Friday, August 23, 2013

Jehovah and the Critic


A week ago Wednesday I wrote here about why I wouldn't make my negative opinions of work by living writers public.  Among the thoughtful responses was one by Anthony Panegyres, who wrote:

Hi Michael, I think that your thoughts would be invaluable for both writers who wish to improve their craft as well as readers who value your opinion. As you write not only in the spec-fic field but also about it too (and do it all extremely well) you shouldn't feel as though you're 'mocking' anybody when giving honest feedback - it's not a personal affront (although I do understand the emotional attachment issues, which you've alluded to). Readers seek educated opinions from writers they admire like yourself. Writers may also be thicker skinned than you think - many may want honest feedback so that they, in turn, can fine tune their work.

These are all intelligent statements.  And yet.  As a writer myself, and a friend of many writers, I can assure you it is an extremely rare thing for one of us to seek out negative judgments of our work in the hope that they might be useful. Unsolicited, they are even less welcome.  An unsolicited negative judgment from somebody we may happen to respect can be crushing.  As a group, we are not known for our rock-solid self-confidence.

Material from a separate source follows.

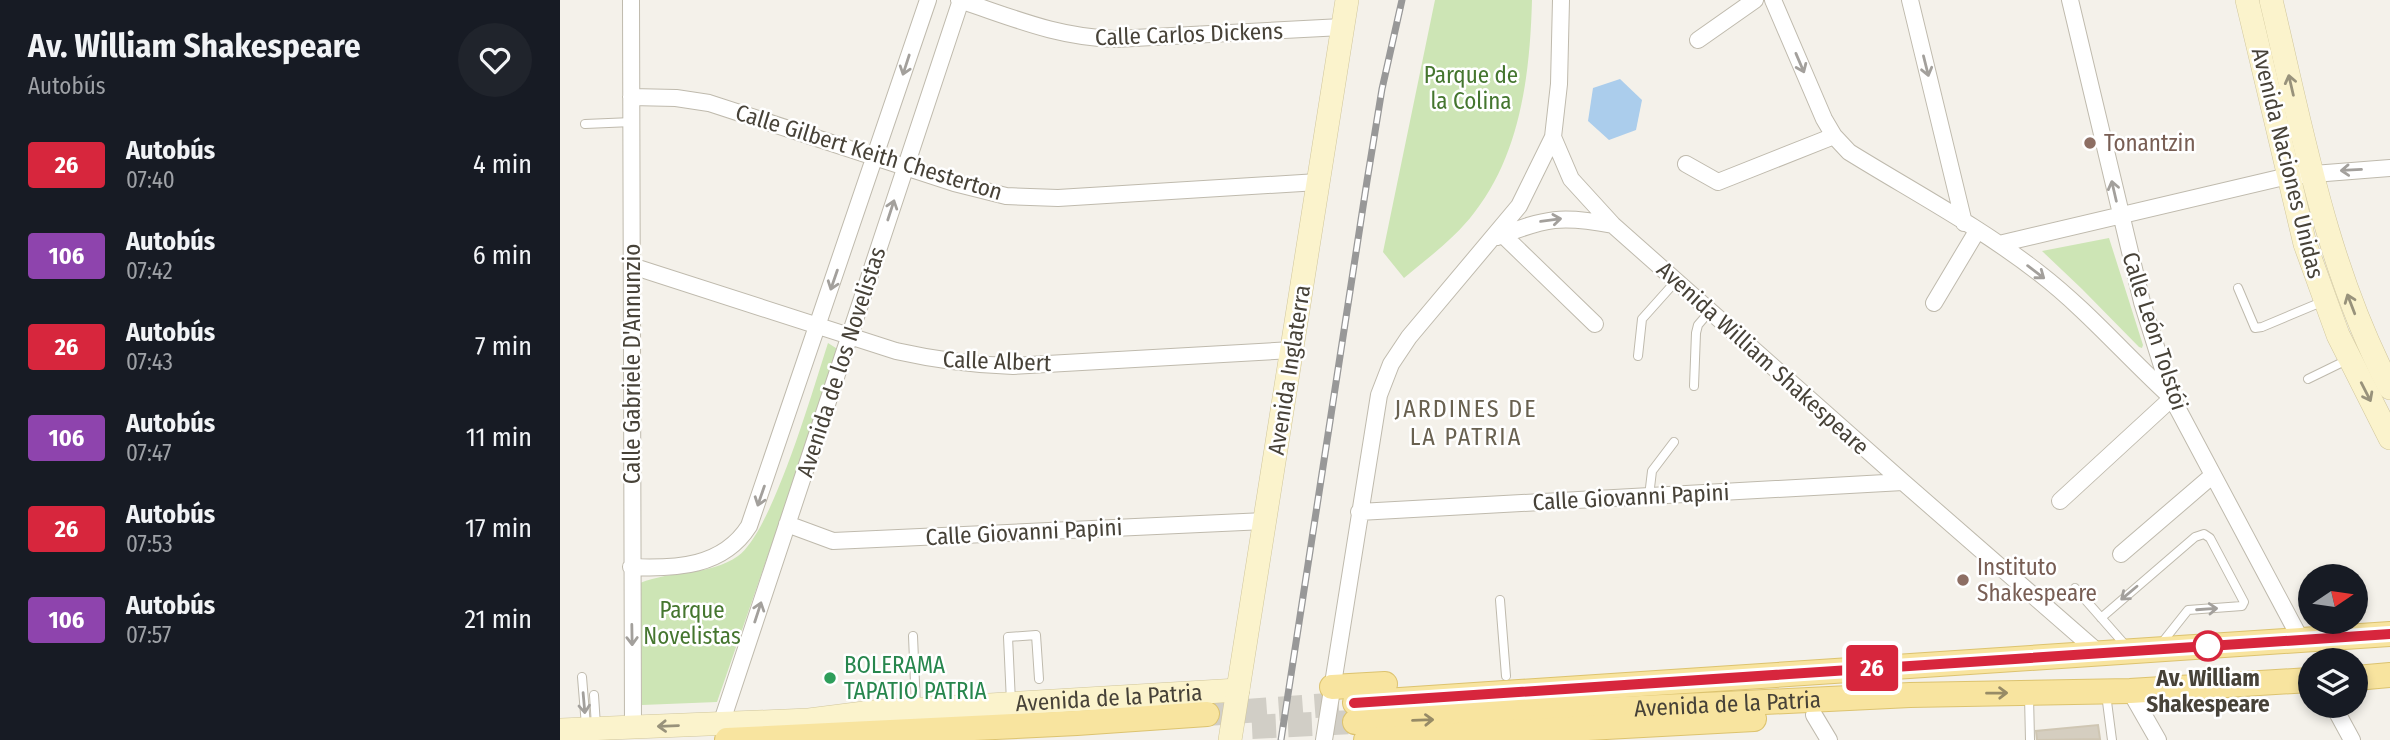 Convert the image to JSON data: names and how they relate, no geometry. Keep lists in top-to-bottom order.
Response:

It is hard to properly report the magnitude of the insecurity of writers.  But I know of an incident which can give you some idea.  It goes as follows:

There was a writer – I’ll withhold his name – who died and was transported to Heaven.  Finding himself standing before the throne of the Almighty, he fell to his knees in a rapture and cried: 
 “Lord!  I read your New Testament and it changed my life!  Everything I did was based on that book.  It was the best thing ever written – better, even than the Old Testament!” 

Then did the Lord God Jehovah start to his feet in a rage.  Thunder and lightning played about his face and the universe shook as he cried: 

“And what was wrong with my first book?”

True story.  I knew the people involved.



Rodolfo Mangosta Peferkorn said...

There are people who would argue that the second book was merely a pastiche. I can't blame them (although I myself belong to those for whom the second book is part of the canon). Nothing surpasses the original.

Ken Houghton said...

It falls to me, I guess, to note that The Sequel is a pale imitation of the start of the Original Text, followed by a bunch of boring personal letters that make the "minor prophets" section of the original read like the prose equivalent of Michael Bay, ending with a Pale Reflection of the Original's Passion, Spirit, and most of all Evidence of Having Been Written by and about A Spoiled Brat.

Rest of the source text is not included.